Monty Alexander - Concrete jungle: The music of Bob Marley (2006 Telarc)

Irgendwann im Laufe der 61 Minuten Spielzeit beschleicht mich eine schreckliche Angst. Langsam sinkt sie aus dem verlängerten Mark in den Bauchraum hinab und legt sich dort fett und schwer nieder. Es ist die mörderische Furcht, dass es demnächst Klassikversionen von Bob Marley Songs geben könnte.

Monty Alexander ist Jamaikaner. Zu Beginn der 1960er Jahre jedoch verließ er das vordergündig paradiesische Eiland Richtung USA, um als Klavierspieler in Brot und Lohn zu kommen. Das war just die Zeit, als sich in Jamaika eine Kunstform zu entwickeln begann, die nur wenige Jahre später als Reggae-Sau durch die Dörfer der Hobbyrevolutionäre getrieben wurde. Alexander ist inzwischen bekannter Jazzer, kehrt von Zeit zu Zeit in seine Heimat zurück und mietet sich bedeutungschwanger in Bob Marleys ehemaligen Tuff Gong Recording Studio auf der Foreshore Road in Kingston ein, in dem er rein zufällig Ender der 50er - als es noch Federal hieß - seine ersten musikalischen Gehversuche unternahm. Untertitelt mit The Tuff Gong Sessions legt er zum zweiten Mal ein Album mit Jazzversionen von Marley-Klassikern vor.

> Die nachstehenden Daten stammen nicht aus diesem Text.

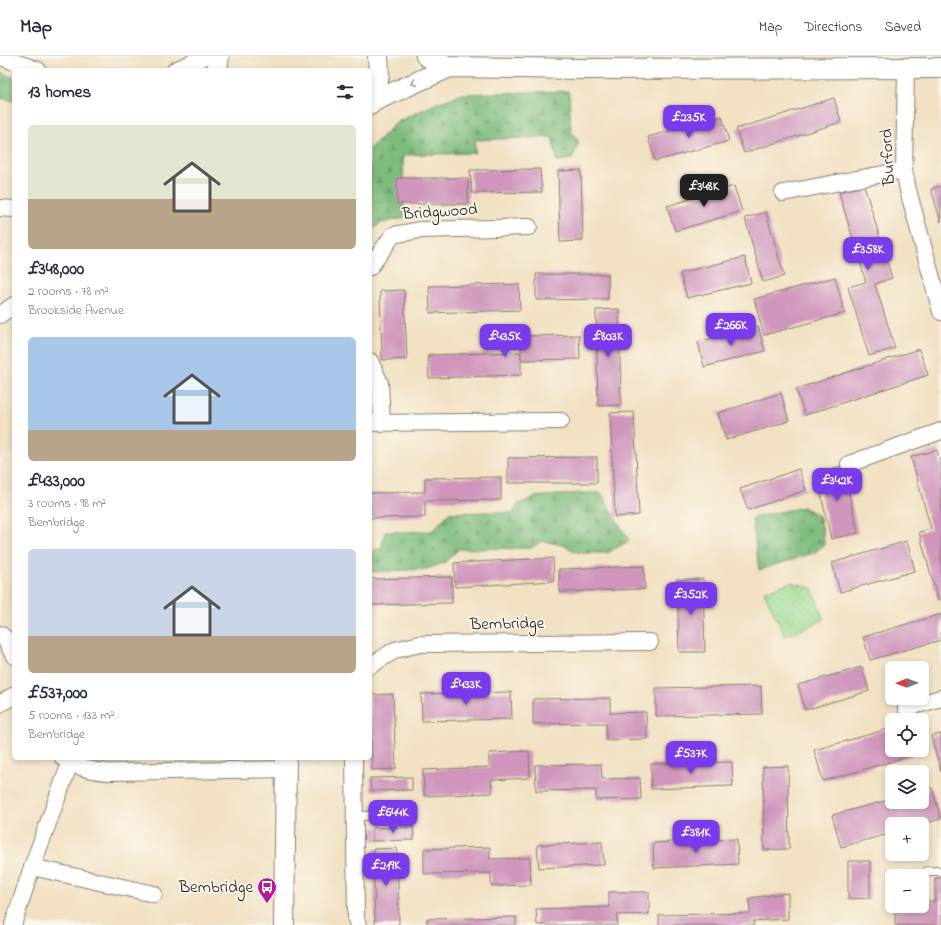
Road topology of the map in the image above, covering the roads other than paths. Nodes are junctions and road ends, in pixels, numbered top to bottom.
1 (204, 56) edge
2 (219, 56) edge
3 (378, 56) edge
4 (426, 56) edge
5 (0, 57) edge
6 (450, 67) junction
7 (32, 68) edge
8 (180, 68) edge
9 (217, 68) edge
10 (906, 68) junction
11 (941, 68) edge
12 (372, 100) edge
13 (372, 104) edge
14 (904, 170) junction
15 (783, 193) dead end
16 (0, 208) edge
17 (12, 209) edge
18 (529, 227) dead end
19 (372, 264) edge
20 (937, 279) edge
21 (12, 306) edge
22 (941, 312) edge
23 (0, 315) edge
24 (372, 365) edge
25 (561, 421) dead end
26 (376, 424) edge
27 (941, 431) edge
28 (849, 464) dead end
29 (0, 634) edge
30 (650, 642) dead end
31 (12, 652) edge
32 (372, 665) edge
33 (12, 696) edge
34 (941, 698) edge
35 (0, 704) edge
36 (906, 708) dead end
37 (354, 760) edge
38 (66, 761) edge
39 (286, 764) edge
40 (169, 765) edge
41 (407, 815) dead end
42 (355, 816) junction
43 (32, 867) junction
44 (929, 871) edge
45 (941, 871) edge
46 (154, 894) dead end
47 (13, 925) edge
48 (284, 925) edge
49 (358, 925) edge

1 - 8 street
2 - 9 street
3 - 12 street
4 - 6 street
5 - 7 street
6 - 10 street
6 -> 13 street
10 - 11 street
10 - 14 street, Burford
14 - 15 street
14 - 20 street, Burford
16 - 17 street
18 - 19 street, Bridgwood
20 - 22 street, Burford
21 - 23 street
24 - 26 street
25 - 26 street
27 - 28 street
29 - 31 street
30 - 32 street, Bembridge
33 - 35 street
34 - 36 street
37 - 42 street
38 - 40 street
38 - 43 street
39 - 40 street
39 - 48 street
41 - 42 lane
42 - 49 street
43 - 46 street
43 - 47 street
44 - 45 lane

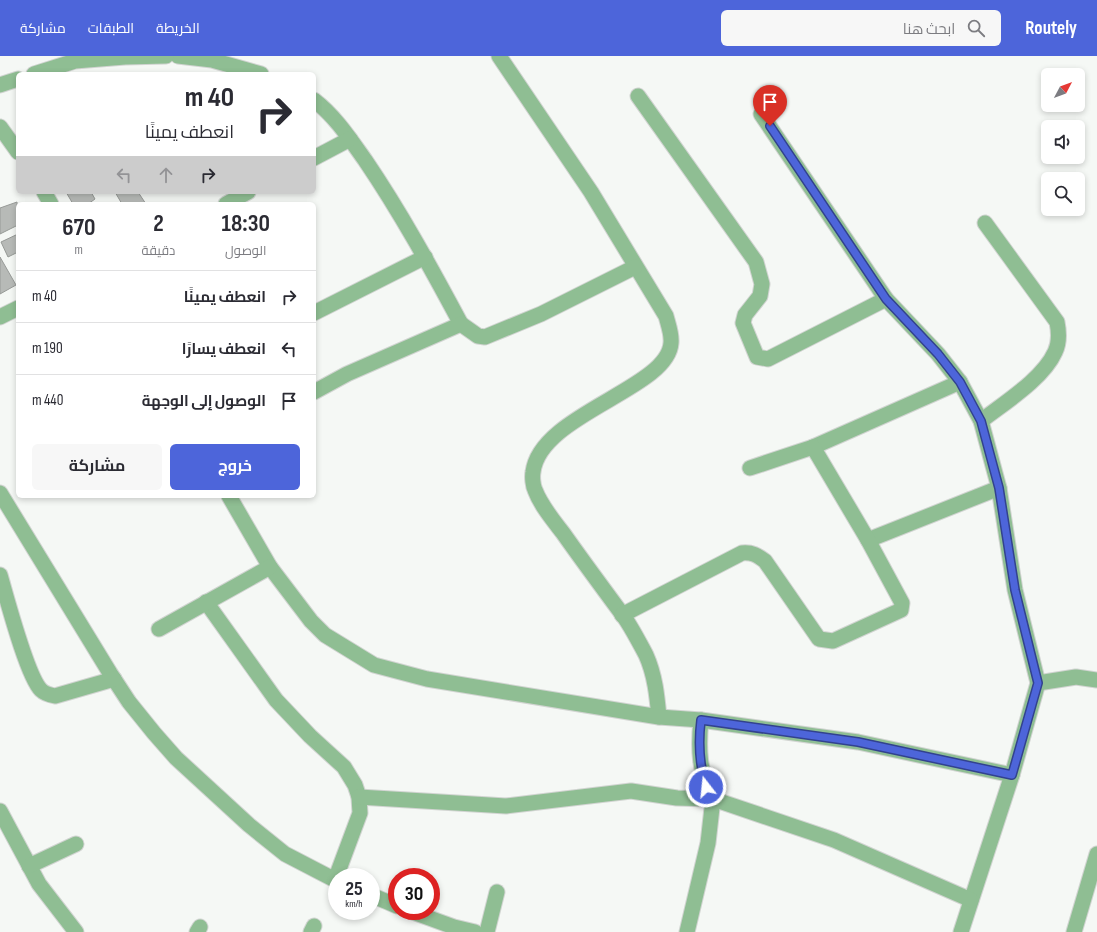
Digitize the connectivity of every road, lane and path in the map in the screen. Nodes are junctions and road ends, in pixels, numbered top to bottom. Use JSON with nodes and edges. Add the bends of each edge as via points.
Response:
{"nodes":[{"id":1,"x":166,"y":56,"type":"edge"},
{"id":2,"x":178,"y":56,"type":"edge"},
{"id":3,"x":499,"y":56,"type":"edge"},
{"id":4,"x":74,"y":58,"type":"edge"},
{"id":5,"x":39,"y":72,"type":"edge"},
{"id":6,"x":255,"y":72,"type":"edge"},
{"id":7,"x":16,"y":80,"type":"edge"},
{"id":8,"x":0,"y":85,"type":"edge"},
{"id":9,"x":638,"y":96,"type":"dead end"},
{"id":10,"x":316,"y":102,"type":"edge"},
{"id":11,"x":761,"y":114,"type":"dead end"},
{"id":12,"x":0,"y":127,"type":"edge"},
{"id":13,"x":350,"y":139,"type":"junction"},
{"id":14,"x":16,"y":149,"type":"edge"},
{"id":15,"x":316,"y":157,"type":"edge"},
{"id":16,"x":244,"y":194,"type":"edge"},
{"id":17,"x":230,"y":202,"type":"edge"},
{"id":18,"x":984,"y":223,"type":"dead end"},
{"id":19,"x":425,"y":257,"type":"junction"},
{"id":20,"x":635,"y":267,"type":"junction"},
{"id":21,"x":886,"y":299,"type":"junction"},
{"id":22,"x":16,"y":309,"type":"edge"},
{"id":23,"x":316,"y":312,"type":"edge"},
{"id":24,"x":0,"y":317,"type":"edge"},
{"id":25,"x":461,"y":324,"type":"junction"},
{"id":26,"x":960,"y":382,"type":"junction"},
{"id":27,"x":316,"y":391,"type":"edge"},
{"id":28,"x":981,"y":421,"type":"junction"},
{"id":29,"x":813,"y":447,"type":"junction"},
{"id":30,"x":750,"y":468,"type":"dead end"},
{"id":31,"x":999,"y":488,"type":"junction"},
{"id":32,"x":0,"y":493,"type":"edge"},
{"id":33,"x":231,"y":498,"type":"edge"},
{"id":34,"x":868,"y":540,"type":"junction"},
{"id":35,"x":270,"y":567,"type":"junction"},
{"id":36,"x":0,"y":576,"type":"edge"},
{"id":37,"x":206,"y":602,"type":"junction"},
{"id":38,"x":622,"y":615,"type":"junction"},
{"id":39,"x":159,"y":629,"type":"dead end"},
{"id":40,"x":114,"y":679,"type":"junction"},
{"id":41,"x":1097,"y":680,"type":"edge"},
{"id":42,"x":1038,"y":683,"type":"junction"},
{"id":43,"x":660,"y":717,"type":"junction"},
{"id":44,"x":701,"y":720,"type":"junction"},
{"id":45,"x":1012,"y":775,"type":"junction"},
{"id":46,"x":359,"y":797,"type":"junction"},
{"id":47,"x":713,"y":800,"type":"junction"},
{"id":48,"x":1,"y":816,"type":"edge"},
{"id":49,"x":76,"y":844,"type":"dead end"},
{"id":50,"x":1097,"y":854,"type":"edge"},
{"id":51,"x":28,"y":866,"type":"junction"},
{"id":52,"x":341,"y":868,"type":"edge"},
{"id":53,"x":328,"y":876,"type":"edge"},
{"id":54,"x":498,"y":892,"type":"dead end"},
{"id":55,"x":971,"y":900,"type":"junction"},
{"id":56,"x":431,"y":920,"type":"edge"},
{"id":57,"x":454,"y":930,"type":"edge"},
{"id":58,"x":76,"y":932,"type":"edge"},
{"id":59,"x":475,"y":932,"type":"edge"},
{"id":60,"x":487,"y":932,"type":"edge"},
{"id":61,"x":687,"y":932,"type":"edge"},
{"id":62,"x":961,"y":932,"type":"edge"},
{"id":63,"x":1074,"y":932,"type":"edge"}],
"edges":[{"from":1,"to":4,"type":"street"},
{"from":2,"to":6,"type":"street","via":[[212,60]]},
{"from":3,"to":20,"type":"street","via":[[591,192]]},
{"from":4,"to":5,"type":"street"},
{"from":7,"to":8,"type":"street"},
{"from":9,"to":21,"type":"street","via":[[756,262],[762,284],[760,296],[743,323],[757,357],[768,359]]},
{"from":10,"to":13,"type":"street","via":[[327,110]]},
{"from":11,"to":21,"type":"street"},
{"from":12,"to":14,"type":"street"},
{"from":13,"to":15,"type":"street"},
{"from":13,"to":19,"type":"street","via":[[386,190]]},
{"from":16,"to":17,"type":"street"},
{"from":18,"to":28,"type":"street","via":[[1057,322],[1059,336],[1055,352],[1045,367]]},
{"from":19,"to":23,"type":"street"},
{"from":19,"to":25,"type":"street"},
{"from":20,"to":25,"type":"street","via":[[541,314],[485,337],[478,336]]},
{"from":20,"to":38,"type":"street","via":[[666,316],[671,343],[667,355],[660,367],[590,410],[544,445],[537,457],[533,473],[534,490],[546,510]]},
{"from":21,"to":26,"type":"street","via":[[938,354]]},
{"from":22,"to":24,"type":"street"},
{"from":25,"to":27,"type":"street","via":[[347,374]]},
{"from":26,"to":28,"type":"street"},
{"from":26,"to":29,"type":"street"},
{"from":28,"to":31,"type":"street"},
{"from":29,"to":30,"type":"street"},
{"from":29,"to":34,"type":"street"},
{"from":31,"to":34,"type":"street"},
{"from":31,"to":42,"type":"street","via":[[1015,590]]},
{"from":32,"to":40,"type":"street"},
{"from":33,"to":35,"type":"street"},
{"from":34,"to":38,"type":"street","via":[[902,607],[897,613],[833,641],[819,639],[766,561],[748,552]]},
{"from":35,"to":37,"type":"street"},
{"from":35,"to":43,"type":"street","via":[[311,621],[325,635],[374,665],[427,679]]},
{"from":36,"to":40,"type":"street","via":[[31,672],[41,690],[55,696]]},
{"from":37,"to":39,"type":"street"},
{"from":37,"to":46,"type":"street","via":[[276,700],[347,771]]},
{"from":38,"to":43,"type":"street","via":[[653,673]]},
{"from":40,"to":53,"type":"street","via":[[154,733],[207,788],[285,854]]},
{"from":41,"to":42,"type":"street","via":[[1076,677]]},
{"from":42,"to":45,"type":"street"},
{"from":43,"to":44,"type":"street"},
{"from":44,"to":45,"type":"street","via":[[858,742]]},
{"from":44,"to":47,"type":"street","via":[[698,746],[701,771]]},
{"from":45,"to":55,"type":"street"},
{"from":46,"to":47,"type":"street","via":[[506,806],[631,791]]},
{"from":46,"to":52,"type":"street","via":[[359,819]]},
{"from":47,"to":55,"type":"street","via":[[834,840]]},
{"from":47,"to":61,"type":"street","via":[[708,843]]},
{"from":48,"to":51,"type":"street"},
{"from":49,"to":51,"type":"street"},
{"from":50,"to":63,"type":"street"},
{"from":51,"to":58,"type":"street","via":[[48,898]]},
{"from":54,"to":60,"type":"street"},
{"from":55,"to":62,"type":"street"},
{"from":56,"to":57,"type":"street"},
{"from":57,"to":59,"type":"street"}]}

Niemand wird behaupten, dass Marleys Songs kompositorische Kleinode sind oder gar traumhafte Arrangements besitzen. Die Lieder leben von der kultivierten Rohheit, die in dieser Qualität nur Bob Marley zu kreieren verstand. Diese gewinnversprechende Symbiose ungehobelter jamaikanischer Rhythmen, melodischer Rockelemente und engagierten Lyrics in wutschrägem Gesang. Bei Monty Alexanders Versionen liegt genau dort der Hase im Pfeffer bzw. der Wimpelschwanz im Zuckerrohr, um im karibischen Kontext zu bleiben. Es handelt sich überwiegend um Instrumentralversionen, in denen Klavier oder auch mal die Bläser die Melodie übernehmen. Es gibt ferner keinen adäquaten Ersatz für Al Andersons Bluesrockgitarre, für Wya Lindos jammernde Orgel. Stärken zeigen die Versionen lediglich, wenn Fußwippanimationen durch die reggaetypischen Synkopen ins Spiel kommen oder sich der schöne Kontrabass von Hassan Shakur in den Vordergrund drängt. Ansonsten klingen Monty Alexanders Versuche wie alkoholfreies Bier.

Am Ende stelle ich mir wieder einmal die Frage, welches Publikum man mit solch sicher gut gemeinten Spielchen anzusprechen gedenkt. Jazzern dürften die Tuff Gong Sessions zu profan sein, Reggae-Nerds werden in vielen Fällen die Dreads zu Berge stehen. So bete ich zum großen Jah Rastafari, dass kein Musikmanager meint, Hörer für ein Klassik-Reggae-Segment am Verkaufshorizont ausmachen zu können. Oh Lord, gimme a session, not another version.